Two new contributions: Deep learning and dynamics on networks

While still under lockdown due the COVID-19 pandemic, the Dynamica Lab remains as active as ever! Indeed, the group recently posted two new preprints discussing the use of Deep learning to access dynamical systems on networks and their applications:

Detecting structural perturbations from time series with deep learning

Small perturbations in the structure of complex systems can lead to critical scenarios, from functional breakdowns in the brain to economic crises. Hence, our ability to prevent these situations is directly linked to our ability to detect these perturbations before the tipping point. To address this issue, this paper proposes a data-driven approach based deep learning to infer broken links directly from time series. As shown below, this extremely versatile tool is successfully applied to multiple cases, from epidemic spreading, to population and neural dynamics. The approach is proved highly effective in realistic settings involving noise in the time series and limited training data, while remaining computationally scalable to large systems.

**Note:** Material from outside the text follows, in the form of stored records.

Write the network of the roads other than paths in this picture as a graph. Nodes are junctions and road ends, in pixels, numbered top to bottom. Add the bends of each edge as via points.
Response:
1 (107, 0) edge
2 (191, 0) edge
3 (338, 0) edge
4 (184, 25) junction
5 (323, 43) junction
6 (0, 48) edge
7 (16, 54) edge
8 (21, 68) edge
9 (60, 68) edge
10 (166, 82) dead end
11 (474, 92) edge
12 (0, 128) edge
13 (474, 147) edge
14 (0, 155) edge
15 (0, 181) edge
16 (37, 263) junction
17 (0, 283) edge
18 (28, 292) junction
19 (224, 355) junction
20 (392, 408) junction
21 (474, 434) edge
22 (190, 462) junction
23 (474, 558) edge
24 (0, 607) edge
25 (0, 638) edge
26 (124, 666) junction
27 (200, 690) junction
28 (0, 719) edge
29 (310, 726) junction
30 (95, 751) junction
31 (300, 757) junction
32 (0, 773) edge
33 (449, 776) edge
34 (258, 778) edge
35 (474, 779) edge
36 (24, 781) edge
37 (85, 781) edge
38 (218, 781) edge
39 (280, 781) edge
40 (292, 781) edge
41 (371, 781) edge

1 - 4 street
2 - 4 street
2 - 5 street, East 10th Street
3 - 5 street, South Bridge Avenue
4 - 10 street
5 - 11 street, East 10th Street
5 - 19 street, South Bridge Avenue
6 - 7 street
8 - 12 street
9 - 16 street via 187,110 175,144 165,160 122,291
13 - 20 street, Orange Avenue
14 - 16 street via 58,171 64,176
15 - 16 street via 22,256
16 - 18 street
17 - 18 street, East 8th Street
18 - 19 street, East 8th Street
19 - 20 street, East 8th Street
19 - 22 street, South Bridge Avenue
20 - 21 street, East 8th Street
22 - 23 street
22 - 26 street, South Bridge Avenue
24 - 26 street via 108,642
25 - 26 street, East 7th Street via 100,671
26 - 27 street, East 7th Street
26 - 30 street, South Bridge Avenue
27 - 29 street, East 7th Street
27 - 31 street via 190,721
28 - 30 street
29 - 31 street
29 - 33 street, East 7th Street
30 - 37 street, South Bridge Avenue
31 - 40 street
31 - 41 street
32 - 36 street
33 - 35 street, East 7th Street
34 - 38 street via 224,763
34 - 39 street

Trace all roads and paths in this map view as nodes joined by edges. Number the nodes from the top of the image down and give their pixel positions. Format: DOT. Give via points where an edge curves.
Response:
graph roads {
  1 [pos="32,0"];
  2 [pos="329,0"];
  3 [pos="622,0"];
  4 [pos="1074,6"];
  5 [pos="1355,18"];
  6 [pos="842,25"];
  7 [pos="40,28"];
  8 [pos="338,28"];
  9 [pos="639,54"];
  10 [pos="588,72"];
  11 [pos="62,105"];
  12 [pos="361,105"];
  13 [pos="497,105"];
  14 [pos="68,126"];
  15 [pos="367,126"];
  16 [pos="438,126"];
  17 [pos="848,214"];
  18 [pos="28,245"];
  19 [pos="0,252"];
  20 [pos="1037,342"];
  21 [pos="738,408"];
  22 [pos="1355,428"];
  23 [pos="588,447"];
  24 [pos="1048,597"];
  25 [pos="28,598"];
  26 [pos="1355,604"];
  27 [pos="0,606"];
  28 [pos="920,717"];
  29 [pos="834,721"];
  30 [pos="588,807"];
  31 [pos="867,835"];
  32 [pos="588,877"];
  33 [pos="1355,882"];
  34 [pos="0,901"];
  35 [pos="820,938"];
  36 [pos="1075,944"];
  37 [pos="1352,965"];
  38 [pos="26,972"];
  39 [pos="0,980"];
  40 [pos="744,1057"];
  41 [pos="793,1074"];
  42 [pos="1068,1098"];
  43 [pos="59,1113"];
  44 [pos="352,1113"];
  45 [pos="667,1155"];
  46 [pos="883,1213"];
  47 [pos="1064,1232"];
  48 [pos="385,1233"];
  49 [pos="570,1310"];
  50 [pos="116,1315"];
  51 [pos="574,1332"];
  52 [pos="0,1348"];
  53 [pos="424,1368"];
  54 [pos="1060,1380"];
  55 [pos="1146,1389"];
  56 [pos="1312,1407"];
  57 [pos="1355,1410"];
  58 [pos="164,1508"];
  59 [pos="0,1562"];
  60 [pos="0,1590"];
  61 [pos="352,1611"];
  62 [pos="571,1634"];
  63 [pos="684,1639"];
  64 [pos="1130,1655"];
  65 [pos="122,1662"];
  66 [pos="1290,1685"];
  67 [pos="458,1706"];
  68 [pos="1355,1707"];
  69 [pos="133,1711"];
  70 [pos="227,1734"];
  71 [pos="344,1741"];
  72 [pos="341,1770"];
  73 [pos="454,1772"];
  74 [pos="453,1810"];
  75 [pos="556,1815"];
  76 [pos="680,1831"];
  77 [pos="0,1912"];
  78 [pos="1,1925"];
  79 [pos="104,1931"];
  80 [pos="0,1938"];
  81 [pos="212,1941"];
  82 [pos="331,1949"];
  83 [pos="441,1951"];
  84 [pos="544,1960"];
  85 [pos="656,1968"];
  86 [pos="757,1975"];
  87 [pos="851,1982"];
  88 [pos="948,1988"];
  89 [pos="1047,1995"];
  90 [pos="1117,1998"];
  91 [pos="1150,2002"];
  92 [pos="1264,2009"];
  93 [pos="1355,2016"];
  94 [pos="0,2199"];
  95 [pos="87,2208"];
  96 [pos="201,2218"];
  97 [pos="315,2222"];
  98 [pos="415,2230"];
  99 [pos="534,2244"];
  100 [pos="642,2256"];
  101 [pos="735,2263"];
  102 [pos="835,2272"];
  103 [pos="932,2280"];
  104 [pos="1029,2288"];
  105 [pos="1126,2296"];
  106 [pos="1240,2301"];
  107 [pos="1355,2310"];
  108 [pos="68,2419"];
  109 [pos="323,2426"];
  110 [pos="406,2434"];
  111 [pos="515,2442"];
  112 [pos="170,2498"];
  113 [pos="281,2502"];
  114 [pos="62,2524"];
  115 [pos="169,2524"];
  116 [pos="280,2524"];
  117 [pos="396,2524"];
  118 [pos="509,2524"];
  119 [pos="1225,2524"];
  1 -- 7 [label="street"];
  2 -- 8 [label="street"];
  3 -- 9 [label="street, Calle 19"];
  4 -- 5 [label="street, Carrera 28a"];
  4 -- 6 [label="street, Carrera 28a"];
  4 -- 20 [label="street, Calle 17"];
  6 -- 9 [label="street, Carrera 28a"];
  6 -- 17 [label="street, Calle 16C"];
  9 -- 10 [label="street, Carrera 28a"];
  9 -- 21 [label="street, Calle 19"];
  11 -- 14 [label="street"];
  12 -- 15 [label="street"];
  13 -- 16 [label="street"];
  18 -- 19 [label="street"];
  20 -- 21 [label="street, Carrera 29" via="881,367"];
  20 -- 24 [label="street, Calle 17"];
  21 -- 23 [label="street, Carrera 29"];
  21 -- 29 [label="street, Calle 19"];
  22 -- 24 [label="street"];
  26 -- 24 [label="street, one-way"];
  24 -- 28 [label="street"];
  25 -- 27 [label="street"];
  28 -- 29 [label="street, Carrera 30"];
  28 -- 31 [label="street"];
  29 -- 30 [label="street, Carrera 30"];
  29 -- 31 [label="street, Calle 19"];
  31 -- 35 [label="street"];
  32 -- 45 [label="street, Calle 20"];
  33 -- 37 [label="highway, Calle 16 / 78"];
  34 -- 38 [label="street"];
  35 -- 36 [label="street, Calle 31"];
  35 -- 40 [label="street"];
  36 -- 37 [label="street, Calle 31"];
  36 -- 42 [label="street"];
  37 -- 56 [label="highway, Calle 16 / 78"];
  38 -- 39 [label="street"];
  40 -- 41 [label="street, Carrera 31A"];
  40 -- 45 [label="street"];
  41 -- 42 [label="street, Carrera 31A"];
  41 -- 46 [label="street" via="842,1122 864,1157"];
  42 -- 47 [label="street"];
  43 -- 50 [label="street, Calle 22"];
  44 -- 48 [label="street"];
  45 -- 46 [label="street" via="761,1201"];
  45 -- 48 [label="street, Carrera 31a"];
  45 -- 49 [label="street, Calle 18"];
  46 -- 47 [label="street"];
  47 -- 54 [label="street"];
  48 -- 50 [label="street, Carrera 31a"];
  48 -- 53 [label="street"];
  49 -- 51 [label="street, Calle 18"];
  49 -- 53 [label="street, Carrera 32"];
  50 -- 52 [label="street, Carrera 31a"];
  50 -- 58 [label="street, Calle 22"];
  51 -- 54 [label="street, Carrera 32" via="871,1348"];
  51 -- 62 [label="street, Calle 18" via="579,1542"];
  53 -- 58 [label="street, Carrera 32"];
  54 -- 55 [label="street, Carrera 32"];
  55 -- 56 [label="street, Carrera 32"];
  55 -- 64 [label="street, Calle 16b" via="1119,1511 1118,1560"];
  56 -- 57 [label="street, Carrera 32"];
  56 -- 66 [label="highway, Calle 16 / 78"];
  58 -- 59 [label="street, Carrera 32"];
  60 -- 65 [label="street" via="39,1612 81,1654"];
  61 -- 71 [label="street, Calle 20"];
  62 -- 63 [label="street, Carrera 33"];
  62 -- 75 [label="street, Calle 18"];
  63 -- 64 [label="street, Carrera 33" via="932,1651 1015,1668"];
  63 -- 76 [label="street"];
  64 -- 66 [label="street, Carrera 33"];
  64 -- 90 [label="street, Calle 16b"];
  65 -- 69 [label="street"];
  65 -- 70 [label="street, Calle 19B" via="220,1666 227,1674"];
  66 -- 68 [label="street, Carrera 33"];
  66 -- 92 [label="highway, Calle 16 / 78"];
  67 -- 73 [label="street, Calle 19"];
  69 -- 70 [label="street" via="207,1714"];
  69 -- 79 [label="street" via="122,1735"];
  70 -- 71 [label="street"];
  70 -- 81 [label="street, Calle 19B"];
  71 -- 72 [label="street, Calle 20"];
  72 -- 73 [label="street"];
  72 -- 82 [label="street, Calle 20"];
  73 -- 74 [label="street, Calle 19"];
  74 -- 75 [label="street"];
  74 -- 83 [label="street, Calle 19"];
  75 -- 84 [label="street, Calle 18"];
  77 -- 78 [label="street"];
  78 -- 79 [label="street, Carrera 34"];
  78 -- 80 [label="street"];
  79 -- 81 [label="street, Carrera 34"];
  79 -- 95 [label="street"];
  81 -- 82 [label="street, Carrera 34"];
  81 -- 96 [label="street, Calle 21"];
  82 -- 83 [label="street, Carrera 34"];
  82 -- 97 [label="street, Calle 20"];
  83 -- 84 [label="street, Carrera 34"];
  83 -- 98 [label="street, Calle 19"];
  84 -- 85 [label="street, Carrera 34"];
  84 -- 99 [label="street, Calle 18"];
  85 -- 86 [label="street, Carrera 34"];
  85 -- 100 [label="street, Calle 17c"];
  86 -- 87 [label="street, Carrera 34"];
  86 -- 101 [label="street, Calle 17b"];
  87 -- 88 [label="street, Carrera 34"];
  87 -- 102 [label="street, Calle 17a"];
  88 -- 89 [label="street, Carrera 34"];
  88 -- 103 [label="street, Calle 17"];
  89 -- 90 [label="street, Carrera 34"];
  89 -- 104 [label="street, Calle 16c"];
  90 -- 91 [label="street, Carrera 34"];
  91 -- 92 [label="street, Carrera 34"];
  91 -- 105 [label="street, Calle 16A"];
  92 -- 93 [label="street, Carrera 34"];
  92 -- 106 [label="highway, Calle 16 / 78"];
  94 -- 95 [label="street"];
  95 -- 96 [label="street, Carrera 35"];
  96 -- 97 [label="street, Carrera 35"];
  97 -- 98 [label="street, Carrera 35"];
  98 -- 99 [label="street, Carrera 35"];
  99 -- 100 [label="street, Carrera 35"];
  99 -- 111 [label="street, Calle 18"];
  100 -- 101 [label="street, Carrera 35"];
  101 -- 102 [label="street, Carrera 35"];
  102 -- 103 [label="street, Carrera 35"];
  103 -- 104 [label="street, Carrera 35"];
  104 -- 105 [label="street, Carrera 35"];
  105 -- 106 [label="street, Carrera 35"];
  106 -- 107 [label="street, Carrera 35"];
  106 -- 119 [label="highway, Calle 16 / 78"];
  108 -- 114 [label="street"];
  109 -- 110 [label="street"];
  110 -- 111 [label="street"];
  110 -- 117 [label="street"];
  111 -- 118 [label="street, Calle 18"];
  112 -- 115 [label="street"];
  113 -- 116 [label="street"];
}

Accuracy of the detection of broken links for (A--C) epidemic spreading, (D--F) population dynamics and (G--I) neural dynamics.
Deep learning of stochastic contagion dynamics on complex networks

Forecasting the propagation of infectious diseases is a complex problem, which is only partially addressed by simple mechanistic models. This paper presents a complementary and data-driven approach to modeling dynamics on networks using graph neural networks (GNN), ranging from simple contagion, to complex and interacting contagion. It is shown that GNNs can be trained to effectively reproduce the inner mechanisms of contagion dynamics—that is, their transition probabilities—with surprising accuracy (see below). The paper also addresses the possibility to use GNNs to gain insights about the critical behaviors of contagion dynamics from data—some kind of numerical Petri dish.

Transition probabilities for (A) simple and (B) complex contagion dynamics as predicted by the GNN model. The predictions of the GNN are compared to the transitions probabilities as given by the process that generated the time series (GT, for ground truth) and the maximum likelihood estimators (MLE).